- EXCERPTED RECORDS:
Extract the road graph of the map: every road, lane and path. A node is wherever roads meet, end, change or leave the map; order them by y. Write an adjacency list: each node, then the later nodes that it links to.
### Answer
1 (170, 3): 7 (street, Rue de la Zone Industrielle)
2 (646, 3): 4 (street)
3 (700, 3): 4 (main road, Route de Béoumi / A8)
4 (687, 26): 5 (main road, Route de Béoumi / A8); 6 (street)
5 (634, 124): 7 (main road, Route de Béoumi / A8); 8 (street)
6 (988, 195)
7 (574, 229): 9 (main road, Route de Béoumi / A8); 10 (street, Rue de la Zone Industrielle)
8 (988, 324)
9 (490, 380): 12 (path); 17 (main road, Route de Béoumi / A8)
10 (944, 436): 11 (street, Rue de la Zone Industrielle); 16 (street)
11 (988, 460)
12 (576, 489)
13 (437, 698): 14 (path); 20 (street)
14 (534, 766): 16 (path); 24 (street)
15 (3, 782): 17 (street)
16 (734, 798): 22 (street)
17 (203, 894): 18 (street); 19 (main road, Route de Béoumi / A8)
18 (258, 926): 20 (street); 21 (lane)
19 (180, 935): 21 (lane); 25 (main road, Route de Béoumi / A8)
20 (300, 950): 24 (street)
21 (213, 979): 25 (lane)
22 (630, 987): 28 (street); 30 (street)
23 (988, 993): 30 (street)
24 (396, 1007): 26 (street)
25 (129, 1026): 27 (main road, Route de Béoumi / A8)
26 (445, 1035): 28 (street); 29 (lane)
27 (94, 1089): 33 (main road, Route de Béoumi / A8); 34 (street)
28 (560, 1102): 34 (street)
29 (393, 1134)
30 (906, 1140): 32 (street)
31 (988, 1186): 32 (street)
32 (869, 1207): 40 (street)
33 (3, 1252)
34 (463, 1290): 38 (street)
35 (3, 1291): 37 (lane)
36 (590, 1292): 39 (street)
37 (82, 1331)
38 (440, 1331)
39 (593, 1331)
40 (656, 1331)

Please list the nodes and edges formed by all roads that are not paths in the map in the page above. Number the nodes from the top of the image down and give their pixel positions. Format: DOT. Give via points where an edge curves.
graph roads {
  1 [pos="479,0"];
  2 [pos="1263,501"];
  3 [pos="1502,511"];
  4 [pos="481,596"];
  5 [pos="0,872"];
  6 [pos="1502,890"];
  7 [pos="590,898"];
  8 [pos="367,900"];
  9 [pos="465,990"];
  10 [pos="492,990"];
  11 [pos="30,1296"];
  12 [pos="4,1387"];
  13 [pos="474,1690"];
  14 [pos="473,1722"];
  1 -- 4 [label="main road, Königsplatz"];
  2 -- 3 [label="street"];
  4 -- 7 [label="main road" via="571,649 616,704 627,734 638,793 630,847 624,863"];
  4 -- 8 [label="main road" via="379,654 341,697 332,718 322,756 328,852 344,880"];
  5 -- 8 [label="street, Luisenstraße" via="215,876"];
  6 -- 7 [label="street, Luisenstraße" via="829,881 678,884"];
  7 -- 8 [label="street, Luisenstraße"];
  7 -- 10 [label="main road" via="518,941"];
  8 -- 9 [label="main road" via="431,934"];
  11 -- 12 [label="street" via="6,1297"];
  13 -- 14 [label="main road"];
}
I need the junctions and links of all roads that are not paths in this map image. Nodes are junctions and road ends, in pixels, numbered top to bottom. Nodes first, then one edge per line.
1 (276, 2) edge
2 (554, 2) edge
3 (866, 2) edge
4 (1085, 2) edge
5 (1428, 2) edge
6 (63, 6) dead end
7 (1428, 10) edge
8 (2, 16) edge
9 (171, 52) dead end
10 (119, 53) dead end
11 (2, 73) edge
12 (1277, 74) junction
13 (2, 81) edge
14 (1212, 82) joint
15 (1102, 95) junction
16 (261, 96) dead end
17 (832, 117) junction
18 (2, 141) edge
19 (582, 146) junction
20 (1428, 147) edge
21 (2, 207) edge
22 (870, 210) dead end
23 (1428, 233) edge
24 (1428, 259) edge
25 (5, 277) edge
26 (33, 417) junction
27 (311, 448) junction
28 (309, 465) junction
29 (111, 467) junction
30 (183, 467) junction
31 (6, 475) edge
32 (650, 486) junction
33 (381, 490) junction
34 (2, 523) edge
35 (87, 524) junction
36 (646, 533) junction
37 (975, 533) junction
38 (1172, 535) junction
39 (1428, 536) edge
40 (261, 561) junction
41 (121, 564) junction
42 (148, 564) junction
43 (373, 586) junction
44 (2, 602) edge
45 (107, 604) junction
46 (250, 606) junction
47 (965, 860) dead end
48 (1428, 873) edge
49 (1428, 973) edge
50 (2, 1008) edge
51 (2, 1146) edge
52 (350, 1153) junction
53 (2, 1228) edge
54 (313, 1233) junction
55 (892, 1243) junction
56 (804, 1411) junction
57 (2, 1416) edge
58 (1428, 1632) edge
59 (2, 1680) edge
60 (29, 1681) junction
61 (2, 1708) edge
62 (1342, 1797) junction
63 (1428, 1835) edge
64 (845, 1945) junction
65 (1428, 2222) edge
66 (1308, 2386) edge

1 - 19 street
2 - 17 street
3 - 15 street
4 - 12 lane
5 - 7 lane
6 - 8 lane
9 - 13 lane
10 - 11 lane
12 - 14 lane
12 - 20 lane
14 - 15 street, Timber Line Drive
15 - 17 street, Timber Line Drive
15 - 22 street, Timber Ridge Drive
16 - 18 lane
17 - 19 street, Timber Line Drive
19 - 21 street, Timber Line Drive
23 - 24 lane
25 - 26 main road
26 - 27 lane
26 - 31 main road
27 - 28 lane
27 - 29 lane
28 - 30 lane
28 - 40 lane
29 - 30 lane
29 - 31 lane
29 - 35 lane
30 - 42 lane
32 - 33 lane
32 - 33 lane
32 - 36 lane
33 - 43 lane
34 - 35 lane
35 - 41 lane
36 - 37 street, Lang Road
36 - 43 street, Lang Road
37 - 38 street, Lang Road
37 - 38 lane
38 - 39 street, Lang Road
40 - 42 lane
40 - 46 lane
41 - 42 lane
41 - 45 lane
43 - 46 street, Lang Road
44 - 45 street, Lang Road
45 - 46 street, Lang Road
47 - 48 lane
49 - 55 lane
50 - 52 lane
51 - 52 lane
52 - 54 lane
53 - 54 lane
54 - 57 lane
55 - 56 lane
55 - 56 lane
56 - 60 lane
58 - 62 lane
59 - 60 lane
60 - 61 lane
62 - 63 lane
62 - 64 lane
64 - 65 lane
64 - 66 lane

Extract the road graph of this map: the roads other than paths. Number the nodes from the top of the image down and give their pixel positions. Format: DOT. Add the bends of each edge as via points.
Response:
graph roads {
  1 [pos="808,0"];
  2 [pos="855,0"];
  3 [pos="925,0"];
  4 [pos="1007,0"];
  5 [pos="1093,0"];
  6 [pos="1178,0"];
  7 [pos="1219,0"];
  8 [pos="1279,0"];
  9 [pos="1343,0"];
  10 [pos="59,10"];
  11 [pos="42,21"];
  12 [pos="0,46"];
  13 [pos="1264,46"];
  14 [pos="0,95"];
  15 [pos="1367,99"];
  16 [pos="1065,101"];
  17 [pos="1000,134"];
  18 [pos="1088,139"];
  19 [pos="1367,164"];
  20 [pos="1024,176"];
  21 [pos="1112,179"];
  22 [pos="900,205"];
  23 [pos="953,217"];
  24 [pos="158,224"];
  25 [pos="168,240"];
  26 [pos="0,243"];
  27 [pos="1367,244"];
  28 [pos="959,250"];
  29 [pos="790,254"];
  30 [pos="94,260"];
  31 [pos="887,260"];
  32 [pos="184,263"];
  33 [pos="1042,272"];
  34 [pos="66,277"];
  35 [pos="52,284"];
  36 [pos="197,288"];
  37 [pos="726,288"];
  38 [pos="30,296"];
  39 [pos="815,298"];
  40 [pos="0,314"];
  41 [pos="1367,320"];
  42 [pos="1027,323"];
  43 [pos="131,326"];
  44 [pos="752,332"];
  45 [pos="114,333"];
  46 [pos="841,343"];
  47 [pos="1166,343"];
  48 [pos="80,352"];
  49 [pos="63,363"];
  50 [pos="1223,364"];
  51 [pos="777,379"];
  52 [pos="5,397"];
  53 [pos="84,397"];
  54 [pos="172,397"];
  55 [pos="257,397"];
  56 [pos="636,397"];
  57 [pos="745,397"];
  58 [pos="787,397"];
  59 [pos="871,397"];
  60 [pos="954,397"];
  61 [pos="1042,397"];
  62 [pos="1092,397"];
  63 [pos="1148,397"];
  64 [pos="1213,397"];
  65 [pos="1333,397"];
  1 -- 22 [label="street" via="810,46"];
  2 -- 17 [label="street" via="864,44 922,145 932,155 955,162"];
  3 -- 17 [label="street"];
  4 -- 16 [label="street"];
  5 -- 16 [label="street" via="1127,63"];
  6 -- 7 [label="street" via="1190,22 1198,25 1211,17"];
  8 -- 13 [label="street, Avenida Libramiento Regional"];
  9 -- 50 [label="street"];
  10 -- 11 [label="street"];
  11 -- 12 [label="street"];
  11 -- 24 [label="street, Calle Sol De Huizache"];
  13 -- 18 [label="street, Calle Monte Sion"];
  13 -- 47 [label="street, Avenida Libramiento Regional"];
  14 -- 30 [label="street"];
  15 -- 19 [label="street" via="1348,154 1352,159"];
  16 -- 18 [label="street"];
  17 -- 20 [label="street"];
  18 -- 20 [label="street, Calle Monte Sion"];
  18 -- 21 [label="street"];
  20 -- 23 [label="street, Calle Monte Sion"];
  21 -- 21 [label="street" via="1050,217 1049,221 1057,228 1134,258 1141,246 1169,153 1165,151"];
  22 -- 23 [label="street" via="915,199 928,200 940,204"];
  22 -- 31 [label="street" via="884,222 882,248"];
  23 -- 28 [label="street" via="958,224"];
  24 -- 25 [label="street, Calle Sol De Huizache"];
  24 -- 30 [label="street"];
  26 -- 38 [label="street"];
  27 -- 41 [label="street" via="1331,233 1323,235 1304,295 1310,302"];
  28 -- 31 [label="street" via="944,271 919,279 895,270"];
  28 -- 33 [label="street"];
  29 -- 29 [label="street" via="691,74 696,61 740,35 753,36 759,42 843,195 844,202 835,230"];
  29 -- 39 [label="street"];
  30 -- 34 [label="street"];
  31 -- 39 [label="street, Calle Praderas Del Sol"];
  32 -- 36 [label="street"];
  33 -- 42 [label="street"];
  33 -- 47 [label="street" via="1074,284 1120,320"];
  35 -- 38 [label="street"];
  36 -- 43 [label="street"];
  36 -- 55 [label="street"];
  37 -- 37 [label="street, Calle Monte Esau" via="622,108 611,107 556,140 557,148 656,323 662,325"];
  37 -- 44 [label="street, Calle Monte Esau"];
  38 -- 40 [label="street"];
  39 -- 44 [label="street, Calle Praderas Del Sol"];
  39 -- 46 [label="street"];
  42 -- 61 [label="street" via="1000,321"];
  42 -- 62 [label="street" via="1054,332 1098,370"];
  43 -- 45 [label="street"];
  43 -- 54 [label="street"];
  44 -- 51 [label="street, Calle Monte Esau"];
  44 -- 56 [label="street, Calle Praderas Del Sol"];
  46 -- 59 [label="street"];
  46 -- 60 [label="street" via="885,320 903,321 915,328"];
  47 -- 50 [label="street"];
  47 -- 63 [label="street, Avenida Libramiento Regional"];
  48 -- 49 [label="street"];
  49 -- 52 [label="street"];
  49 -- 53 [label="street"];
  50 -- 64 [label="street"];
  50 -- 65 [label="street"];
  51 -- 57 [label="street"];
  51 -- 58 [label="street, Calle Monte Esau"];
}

- PROBLEM TO SOLVE: The lines to return are those in the entries above that include "Industrielle".

- ANSWER BOX:
1 (170, 3): 7 (street, Rue de la Zone Industrielle)
7 (574, 229): 9 (main road, Route de Béoumi / A8); 10 (street, Rue de la Zone Industrielle)
10 (944, 436): 11 (street, Rue de la Zone Industrielle); 16 (street)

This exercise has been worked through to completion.